#### Raw data

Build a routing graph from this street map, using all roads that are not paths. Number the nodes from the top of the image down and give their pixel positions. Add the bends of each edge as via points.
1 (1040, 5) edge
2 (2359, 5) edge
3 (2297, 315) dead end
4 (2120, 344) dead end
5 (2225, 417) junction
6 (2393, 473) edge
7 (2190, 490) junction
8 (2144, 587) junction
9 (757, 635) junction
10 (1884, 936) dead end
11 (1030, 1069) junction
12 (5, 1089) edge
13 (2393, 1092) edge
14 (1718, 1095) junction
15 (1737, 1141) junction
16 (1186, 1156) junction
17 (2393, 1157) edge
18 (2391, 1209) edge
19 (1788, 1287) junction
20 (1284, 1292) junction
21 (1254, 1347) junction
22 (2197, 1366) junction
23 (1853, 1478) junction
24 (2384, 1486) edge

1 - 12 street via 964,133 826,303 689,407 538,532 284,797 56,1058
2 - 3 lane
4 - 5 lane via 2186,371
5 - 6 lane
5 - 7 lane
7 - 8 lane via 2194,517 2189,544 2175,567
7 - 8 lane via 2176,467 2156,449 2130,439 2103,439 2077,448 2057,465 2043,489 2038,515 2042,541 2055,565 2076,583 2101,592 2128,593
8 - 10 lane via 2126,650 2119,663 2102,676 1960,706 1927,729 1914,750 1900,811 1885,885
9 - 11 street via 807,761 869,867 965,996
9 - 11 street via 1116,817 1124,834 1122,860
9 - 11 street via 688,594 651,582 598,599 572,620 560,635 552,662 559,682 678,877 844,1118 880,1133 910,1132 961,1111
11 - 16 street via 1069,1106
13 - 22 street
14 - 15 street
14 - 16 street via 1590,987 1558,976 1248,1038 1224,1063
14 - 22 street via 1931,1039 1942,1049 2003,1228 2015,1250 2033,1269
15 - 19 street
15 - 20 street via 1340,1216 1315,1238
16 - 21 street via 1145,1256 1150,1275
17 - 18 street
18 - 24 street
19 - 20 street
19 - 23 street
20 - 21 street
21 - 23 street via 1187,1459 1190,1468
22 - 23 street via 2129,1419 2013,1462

########

The answer must be a single number: how many lines above contain "edge".

◆ Response box
9